Medien : Pan Tau

Uta-Maria Heim

Er hatte so ein grashalmfeines Katzenlächeln. Damit verbreitete er eine subversive anarchistische Melancholie, die zu seinem überkorrekten Anzug absolut gar nicht passen wollte. Mit seinem Regenschirm balancierte Pan Tau alle Schwierigkeiten aus, ein zauberisches Fingerklimpern auf der Melone ließ ihn bleistiftklein werden. Nach „Pippi Langstrumpf" war „Pan Tau" (im DDR-Fernsehen: „Herr Tau") die beliebteste Kinderserie der 70er Jahre. Ota Hofman und Jindrich Polak drehten 34 Folgen als Koproduktion des tschechischen Fernsehens mit dem Westdeutschen Rundfunk. Otto Simanek (1925-1992) spielte Pan Tau. Über letzteren ist seitdem viel philosophiert worden. Manche entdecken in ihm den gefährlichen Typus eines metaphysisch überhöhten Kinderklauers, andere einen milden Psychopathen, wieder andere den Rosenkavalier des Prager Frühlings.

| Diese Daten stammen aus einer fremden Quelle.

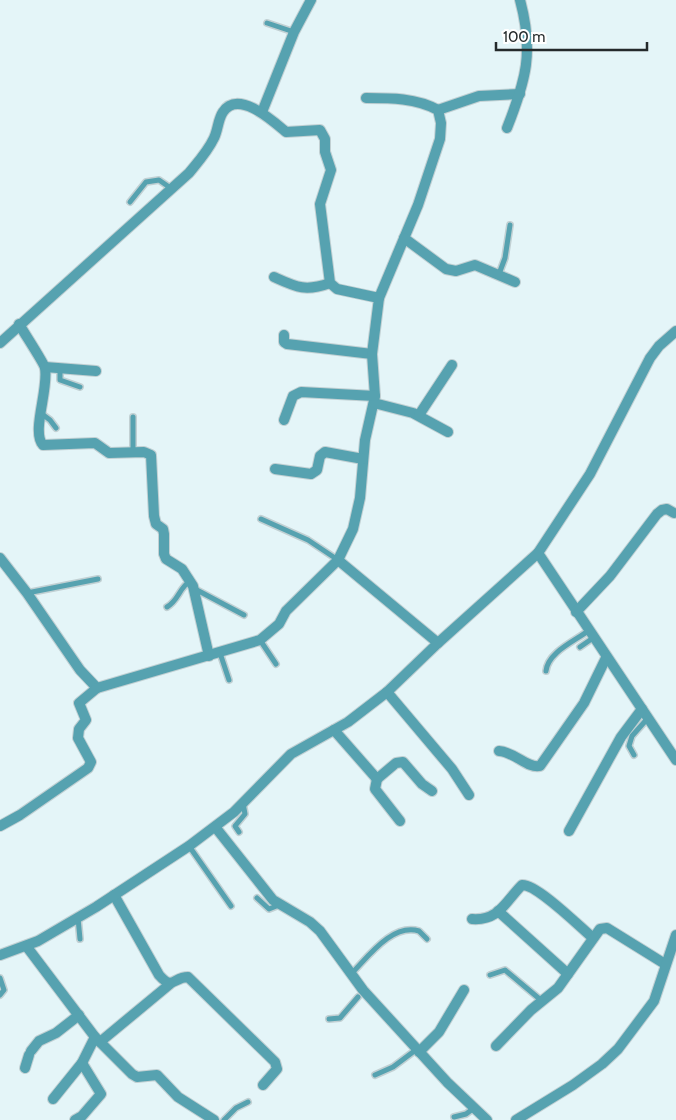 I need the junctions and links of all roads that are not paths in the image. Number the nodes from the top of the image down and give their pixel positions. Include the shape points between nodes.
1 (310, 0) edge
2 (520, 0) edge
3 (267, 23) dead end
4 (294, 32) junction
5 (520, 94) junction
6 (366, 98) dead end
7 (438, 110) junction
8 (262, 112) junction
9 (507, 128) dead end
10 (173, 189) junction
11 (130, 202) dead end
12 (510, 225) dead end
13 (404, 238) junction
14 (499, 274) junction
15 (274, 277) dead end
16 (516, 282) dead end
17 (330, 284) junction
18 (379, 298) junction
19 (19, 324) junction
20 (676, 331) edge
21 (284, 335) dead end
22 (0, 343) edge
23 (372, 354) junction
24 (452, 365) dead end
25 (45, 367) junction
26 (60, 368) junction
27 (96, 372) dead end
28 (80, 387) dead end
29 (374, 399) junction
30 (42, 414) junction
31 (419, 415) junction
32 (133, 417) dead end
33 (284, 420) dead end
34 (56, 428) dead end
35 (448, 432) dead end
36 (133, 452) junction
37 (363, 458) junction
38 (275, 468) dead end
39 (674, 513) dead end
40 (261, 518) dead end
41 (538, 553) junction
42 (0, 558) edge
43 (338, 560) junction
44 (98, 579) dead end
45 (192, 585) junction
46 (27, 593) junction
47 (167, 607) dead end
48 (576, 612) junction
49 (244, 615) dead end
50 (591, 634) junction
51 (260, 640) junction
52 (438, 643) junction
53 (580, 647) dead end
54 (220, 653) junction
55 (209, 656) junction
56 (606, 658) junction
57 (276, 664) dead end
58 (546, 670) dead end
59 (229, 680) dead end
60 (97, 688) junction
61 (387, 692) junction
62 (642, 708) junction
63 (648, 718) junction
64 (334, 730) junction
65 (498, 751) dead end
66 (634, 755) dead end
67 (676, 760) edge
68 (377, 779) junction
69 (432, 791) dead end
70 (469, 795) dead end
71 (243, 803) junction
72 (400, 821) dead end
73 (0, 826) edge
74 (216, 828) junction
75 (239, 832) dead end
76 (569, 832) dead end
77 (190, 846) junction
78 (114, 895) junction
79 (257, 898) dead end
80 (279, 905) junction
81 (231, 906) dead end
82 (498, 911) junction
83 (78, 918) junction
84 (472, 919) dead end
85 (676, 935) edge
86 (593, 938) junction
87 (80, 939) dead end
88 (427, 939) dead end
89 (27, 946) junction
90 (0, 954) edge
91 (665, 964) junction
92 (351, 974) junction
93 (568, 974) junction
94 (490, 975) dead end
95 (0, 978) edge
96 (170, 984) junction
97 (464, 990) dead end
98 (361, 993) junction
99 (0, 995) edge
100 (542, 1001) junction
101 (79, 1015) junction
102 (329, 1019) dead end
103 (97, 1039) junction
104 (496, 1046) dead end
105 (418, 1051) junction
106 (82, 1063) junction
107 (25, 1068) dead end
108 (374, 1075) dead end
109 (263, 1085) dead end
110 (53, 1099) dead end
111 (248, 1102) dead end
112 (474, 1108) junction
113 (454, 1117) dead end
114 (482, 1119) edge
115 (75, 1120) edge
116 (214, 1120) edge
117 (224, 1120) edge
118 (516, 1120) edge

1 - 4 street
2 - 5 street via 529,48
3 - 4 lane
4 - 8 street
5 - 7 street via 479,96
5 - 9 street
6 - 7 street via 403,99 425,103
7 - 13 street via 442,123 440,139
8 - 10 street via 244,105 229,106 222,113 205,153
8 - 17 street via 286,132 320,130 325,138 325,152 331,170 320,204
10 - 11 lane via 159,180 146,182
10 - 19 street
12 - 14 lane
13 - 14 street via 446,269 475,265
13 - 18 street
14 - 16 street
15 - 17 street via 302,288 314,289
17 - 18 street via 336,289
18 - 23 street
19 - 22 street
19 - 25 street
20 - 41 street via 650,358 590,474
21 - 23 street via 286,344
23 - 29 street
24 - 31 street
25 - 26 street
25 - 30 street
26 - 27 street
26 - 28 lane via 60,380
29 - 31 street
29 - 33 street via 301,392 293,396
29 - 37 street
30 - 34 lane
30 - 36 street via 37,431 45,446 95,443 108,453
31 - 35 street
32 - 36 lane
36 - 45 street via 151,455 154,516 164,534 164,554 169,562 182,568
37 - 38 street via 325,452 312,474
37 - 43 street via 360,498 353,529
39 - 48 street via 667,509 657,514 610,576
40 - 43 lane via 308,540
41 - 48 street
41 - 52 street
42 - 46 street
43 - 51 street
43 - 52 street
44 - 46 lane
45 - 47 lane via 183,585 175,602
45 - 49 lane
45 - 55 street
46 - 60 street via 80,670
48 - 50 street
50 - 53 lane
50 - 56 street
50 - 58 lane via 555,655 547,662
51 - 54 street
51 - 57 lane
52 - 61 street
54 - 55 street
54 - 59 lane
55 - 60 street
56 - 62 street
56 - 65 street via 584,703 540,766 530,766 516,755
60 - 73 street via 79,703 86,720 79,729 78,738 91,762 88,768
61 - 64 street
61 - 70 street via 452,769
62 - 63 street
62 - 76 street via 611,753
63 - 66 lane via 632,736 629,746
63 - 67 street
64 - 68 street
64 - 71 street via 291,754
68 - 69 street via 396,763 403,762
68 - 72 street via 375,789
71 - 74 street
71 - 75 lane via 245,814 235,826
74 - 77 street
74 - 80 street
77 - 78 street
77 - 81 lane
78 - 83 street
78 - 96 street via 158,975
79 - 80 lane via 269,909
80 - 92 street via 320,931
82 - 84 street via 483,920
82 - 86 street via 526,884
82 - 93 street
83 - 87 lane
83 - 89 street
85 - 91 street
86 - 91 street via 600,929 607,928
86 - 93 street
88 - 92 lane via 414,929 398,933 379,945
89 - 90 street
89 - 101 street
91 - 118 street via 654,1001 618,1049 573,1085
92 - 98 street
93 - 100 street via 558,988
94 - 100 lane via 505,970
95 - 99 lane via 4,990
96 - 103 street
96 - 109 street via 188,977 275,1062 277,1069
97 - 105 street via 438,1032
98 - 102 lane via 340,1018
98 - 105 street
100 - 104 street
101 - 103 street
101 - 107 street via 56,1033 39,1041
103 - 106 street
103 - 116 street via 132,1074 158,1075 178,1098
105 - 108 lane
105 - 112 street
106 - 110 street
106 - 115 street via 101,1094
111 - 117 lane
112 - 113 lane
112 - 114 street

Pan Tau ist stumm. Erst in den späten Folgen lernt er nach und nach sprechen. Hängt das mit dem Aufkeimen der tschechischen Bürgerrechtsgruppe „Charta 77" zusammen? Oder mit dem hiesigen Siegeszug der emanzipatorischen Erziehung? Tja. Pan Taus spätes Stammeln bleibt leider unkommentiert. Doch es macht ihn immerhin zu einem aufklärerischen Vorläufer der statischen „Teletubbies".

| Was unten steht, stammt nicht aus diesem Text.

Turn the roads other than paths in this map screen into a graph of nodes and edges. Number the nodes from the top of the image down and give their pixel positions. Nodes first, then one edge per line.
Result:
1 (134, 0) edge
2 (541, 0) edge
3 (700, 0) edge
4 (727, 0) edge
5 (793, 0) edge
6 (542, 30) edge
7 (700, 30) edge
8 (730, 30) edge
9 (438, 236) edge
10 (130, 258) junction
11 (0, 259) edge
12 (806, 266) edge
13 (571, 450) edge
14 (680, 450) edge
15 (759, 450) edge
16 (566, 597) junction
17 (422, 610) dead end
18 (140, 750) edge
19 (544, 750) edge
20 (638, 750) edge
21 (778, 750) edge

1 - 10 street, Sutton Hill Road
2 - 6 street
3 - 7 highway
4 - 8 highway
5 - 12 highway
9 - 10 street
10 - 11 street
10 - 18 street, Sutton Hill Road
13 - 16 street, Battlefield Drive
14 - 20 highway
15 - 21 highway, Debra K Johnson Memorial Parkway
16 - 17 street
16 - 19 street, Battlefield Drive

Wenn er enttäuscht ist, sagt Pan Tau „Bimbo". Das ist sein erstes Wort. Der Sprachmotor ist damit die Frustration. Der Rest der Gefühle lässt sich unbeirrt durch „Knöknö" ausdrücken. Infantile Äußerungen wie „Makkaroni", „Karussell" und „Emma hat Mama" hingegen werden durchkreuzt durch das nachhaltig betonte Abstraktum „Sehnsucht". Da tun sich plötzlich Bereiche auf, die herausführen aus dem Kinderzimmer. Es dreht sich um das objektiv Begrenzte unserer zwangsläufig scheiternden Existenz. „So geht es", sagt Pan Tau zum Schluss im Hinblick auf das Unüberwindliche. „Ich weiß es. Der höchste Berg der Welt ist der Mount Everest."